**What this task involves**. Below are the records. List every line holding the word "that".
[[ Dataset records open ]]
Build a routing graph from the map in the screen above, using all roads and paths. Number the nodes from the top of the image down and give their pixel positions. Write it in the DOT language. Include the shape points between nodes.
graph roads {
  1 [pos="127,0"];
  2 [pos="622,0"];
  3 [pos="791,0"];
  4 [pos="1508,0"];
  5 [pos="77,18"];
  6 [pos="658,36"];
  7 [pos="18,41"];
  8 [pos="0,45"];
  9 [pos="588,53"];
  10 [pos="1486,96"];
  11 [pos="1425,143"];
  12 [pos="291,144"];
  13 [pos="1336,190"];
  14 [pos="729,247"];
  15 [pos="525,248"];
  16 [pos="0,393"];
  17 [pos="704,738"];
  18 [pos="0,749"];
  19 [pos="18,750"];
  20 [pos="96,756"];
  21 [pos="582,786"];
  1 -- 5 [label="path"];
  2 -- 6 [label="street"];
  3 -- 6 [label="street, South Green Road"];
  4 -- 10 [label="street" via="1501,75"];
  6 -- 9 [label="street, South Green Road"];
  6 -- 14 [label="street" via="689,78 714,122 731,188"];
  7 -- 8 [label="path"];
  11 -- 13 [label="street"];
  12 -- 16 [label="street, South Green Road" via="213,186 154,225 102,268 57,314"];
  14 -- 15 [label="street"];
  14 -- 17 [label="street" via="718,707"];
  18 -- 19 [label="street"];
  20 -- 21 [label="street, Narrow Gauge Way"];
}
[[ Dataset records closed ]]
[[ Dataset records open ]]
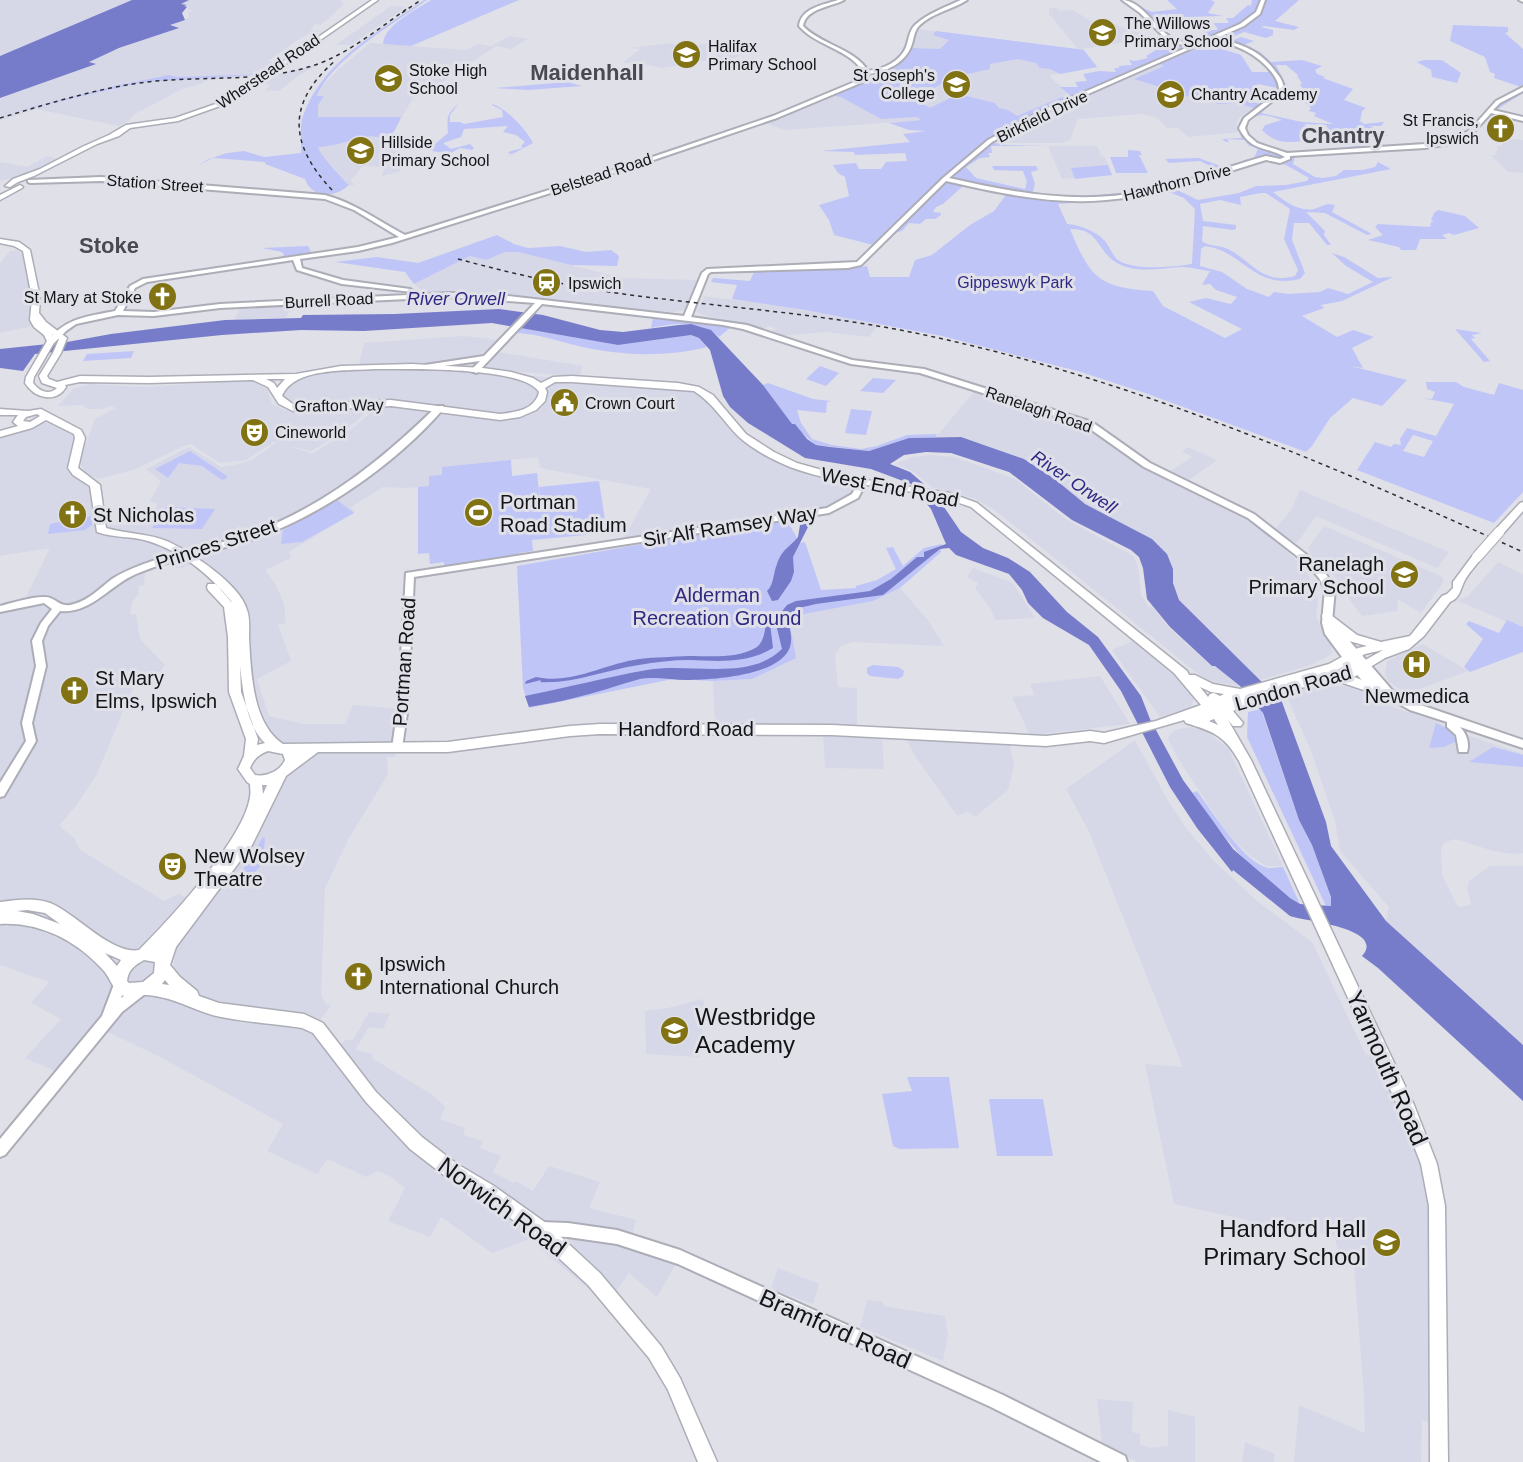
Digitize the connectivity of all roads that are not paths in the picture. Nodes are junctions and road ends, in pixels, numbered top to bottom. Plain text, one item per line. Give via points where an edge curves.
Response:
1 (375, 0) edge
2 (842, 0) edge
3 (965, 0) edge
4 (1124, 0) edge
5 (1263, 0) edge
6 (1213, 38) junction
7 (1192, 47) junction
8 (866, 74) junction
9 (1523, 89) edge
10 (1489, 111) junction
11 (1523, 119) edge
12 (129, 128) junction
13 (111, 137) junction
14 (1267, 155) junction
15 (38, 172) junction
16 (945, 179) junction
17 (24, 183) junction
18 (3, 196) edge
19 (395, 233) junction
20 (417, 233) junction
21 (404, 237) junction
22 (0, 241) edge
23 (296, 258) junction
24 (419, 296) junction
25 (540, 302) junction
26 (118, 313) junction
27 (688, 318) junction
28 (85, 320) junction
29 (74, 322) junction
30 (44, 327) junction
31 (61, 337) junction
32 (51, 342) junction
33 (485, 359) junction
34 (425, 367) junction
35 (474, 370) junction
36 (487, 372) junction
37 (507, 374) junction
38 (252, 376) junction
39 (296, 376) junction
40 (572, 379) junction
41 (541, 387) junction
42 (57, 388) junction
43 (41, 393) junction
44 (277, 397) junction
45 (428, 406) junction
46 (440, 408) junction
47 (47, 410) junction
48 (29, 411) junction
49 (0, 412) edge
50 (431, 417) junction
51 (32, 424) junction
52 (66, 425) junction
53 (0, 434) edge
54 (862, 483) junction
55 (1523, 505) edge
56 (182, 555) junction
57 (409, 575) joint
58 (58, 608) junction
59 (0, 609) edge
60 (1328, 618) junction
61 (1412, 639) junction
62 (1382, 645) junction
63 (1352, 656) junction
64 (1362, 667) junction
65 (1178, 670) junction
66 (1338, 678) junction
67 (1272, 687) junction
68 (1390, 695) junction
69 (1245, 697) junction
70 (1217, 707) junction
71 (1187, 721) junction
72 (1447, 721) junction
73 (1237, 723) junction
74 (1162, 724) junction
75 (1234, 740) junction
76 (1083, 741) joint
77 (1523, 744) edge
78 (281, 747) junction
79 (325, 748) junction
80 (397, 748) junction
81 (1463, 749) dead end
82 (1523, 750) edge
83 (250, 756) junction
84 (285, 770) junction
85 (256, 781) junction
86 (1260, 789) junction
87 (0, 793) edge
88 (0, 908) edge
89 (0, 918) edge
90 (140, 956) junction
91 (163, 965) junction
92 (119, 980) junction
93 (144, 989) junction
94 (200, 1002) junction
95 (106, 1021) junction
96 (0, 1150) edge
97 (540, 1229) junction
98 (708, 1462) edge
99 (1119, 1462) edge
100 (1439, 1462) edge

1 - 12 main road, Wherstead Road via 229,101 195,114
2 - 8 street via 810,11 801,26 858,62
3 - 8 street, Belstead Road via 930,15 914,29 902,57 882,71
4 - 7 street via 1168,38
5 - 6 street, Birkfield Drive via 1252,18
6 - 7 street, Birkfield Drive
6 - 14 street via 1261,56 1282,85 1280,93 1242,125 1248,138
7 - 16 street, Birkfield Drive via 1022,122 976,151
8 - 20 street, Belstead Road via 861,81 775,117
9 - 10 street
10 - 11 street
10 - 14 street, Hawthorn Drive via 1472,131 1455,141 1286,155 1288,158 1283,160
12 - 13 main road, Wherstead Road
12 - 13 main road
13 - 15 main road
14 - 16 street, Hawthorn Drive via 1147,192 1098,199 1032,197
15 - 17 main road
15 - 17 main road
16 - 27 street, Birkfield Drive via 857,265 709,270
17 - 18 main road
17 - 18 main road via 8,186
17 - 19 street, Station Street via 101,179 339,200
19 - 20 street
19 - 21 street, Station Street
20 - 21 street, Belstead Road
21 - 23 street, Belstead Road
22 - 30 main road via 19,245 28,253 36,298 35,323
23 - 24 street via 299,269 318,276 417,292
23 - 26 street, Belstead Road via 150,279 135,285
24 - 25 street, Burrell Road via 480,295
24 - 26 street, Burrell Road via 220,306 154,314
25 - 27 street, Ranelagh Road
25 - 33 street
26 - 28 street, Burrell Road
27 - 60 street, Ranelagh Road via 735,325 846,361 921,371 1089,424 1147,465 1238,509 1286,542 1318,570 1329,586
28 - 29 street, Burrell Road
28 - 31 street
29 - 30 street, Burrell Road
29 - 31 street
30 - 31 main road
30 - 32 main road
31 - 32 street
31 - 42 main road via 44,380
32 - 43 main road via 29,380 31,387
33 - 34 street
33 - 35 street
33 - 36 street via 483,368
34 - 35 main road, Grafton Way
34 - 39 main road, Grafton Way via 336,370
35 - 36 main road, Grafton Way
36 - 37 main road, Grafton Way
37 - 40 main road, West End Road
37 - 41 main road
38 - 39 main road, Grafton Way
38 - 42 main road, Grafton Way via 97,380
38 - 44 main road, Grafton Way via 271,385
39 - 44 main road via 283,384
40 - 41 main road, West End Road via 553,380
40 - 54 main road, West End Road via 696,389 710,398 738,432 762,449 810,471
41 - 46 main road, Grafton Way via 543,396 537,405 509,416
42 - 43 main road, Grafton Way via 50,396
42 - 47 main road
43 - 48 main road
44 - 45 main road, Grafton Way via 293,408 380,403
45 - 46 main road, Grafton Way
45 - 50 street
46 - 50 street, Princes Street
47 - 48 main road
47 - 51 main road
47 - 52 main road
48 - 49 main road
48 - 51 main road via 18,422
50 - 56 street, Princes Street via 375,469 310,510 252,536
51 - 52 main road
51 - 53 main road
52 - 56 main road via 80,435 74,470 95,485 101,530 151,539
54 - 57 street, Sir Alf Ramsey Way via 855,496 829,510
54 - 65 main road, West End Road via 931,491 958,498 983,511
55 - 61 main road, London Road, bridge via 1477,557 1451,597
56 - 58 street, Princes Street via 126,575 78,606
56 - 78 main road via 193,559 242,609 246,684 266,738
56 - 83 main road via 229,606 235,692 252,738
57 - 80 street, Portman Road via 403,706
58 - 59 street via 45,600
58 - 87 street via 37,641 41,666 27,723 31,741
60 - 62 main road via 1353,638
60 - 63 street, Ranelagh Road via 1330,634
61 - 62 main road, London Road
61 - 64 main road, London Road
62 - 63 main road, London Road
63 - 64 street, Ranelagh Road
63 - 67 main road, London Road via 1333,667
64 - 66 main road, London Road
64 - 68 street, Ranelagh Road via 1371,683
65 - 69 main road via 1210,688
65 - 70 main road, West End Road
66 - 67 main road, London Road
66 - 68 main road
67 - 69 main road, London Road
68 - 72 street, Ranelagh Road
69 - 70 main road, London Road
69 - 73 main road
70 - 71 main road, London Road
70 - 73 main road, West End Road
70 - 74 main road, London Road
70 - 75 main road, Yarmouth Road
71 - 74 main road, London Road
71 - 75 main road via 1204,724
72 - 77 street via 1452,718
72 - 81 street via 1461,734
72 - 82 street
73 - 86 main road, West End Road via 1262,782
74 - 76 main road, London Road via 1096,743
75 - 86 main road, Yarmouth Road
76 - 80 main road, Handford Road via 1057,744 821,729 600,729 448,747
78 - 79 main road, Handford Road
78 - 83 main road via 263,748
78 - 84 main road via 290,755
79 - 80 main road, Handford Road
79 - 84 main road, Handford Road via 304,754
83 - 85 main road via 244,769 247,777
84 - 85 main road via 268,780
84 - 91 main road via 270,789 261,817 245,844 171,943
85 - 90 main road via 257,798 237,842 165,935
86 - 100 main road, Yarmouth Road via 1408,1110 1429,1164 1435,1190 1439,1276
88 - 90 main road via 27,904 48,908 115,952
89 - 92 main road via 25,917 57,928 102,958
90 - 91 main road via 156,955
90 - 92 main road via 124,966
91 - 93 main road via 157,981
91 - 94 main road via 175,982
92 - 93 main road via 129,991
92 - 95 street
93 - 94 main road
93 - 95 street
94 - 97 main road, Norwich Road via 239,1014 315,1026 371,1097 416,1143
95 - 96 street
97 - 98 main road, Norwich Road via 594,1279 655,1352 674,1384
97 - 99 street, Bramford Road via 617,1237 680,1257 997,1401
[[ Dataset records closed ]]
[[ Dataset records open ]]
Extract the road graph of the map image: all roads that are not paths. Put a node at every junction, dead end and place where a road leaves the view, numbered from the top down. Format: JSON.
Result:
[[ Dataset records closed ]]
**Your response**.
Digitize the connectivity of all roads that are not paths in the picture. Nodes are junctions and road ends, in pixels, numbered top to bottom. Plain text, one item per line. Give via points where an edge curves.
Extract the road graph of the map image: all roads that are not paths. Put a node at every junction, dead end and place where a road leaves the view, numbered from the top down. Format: JSON.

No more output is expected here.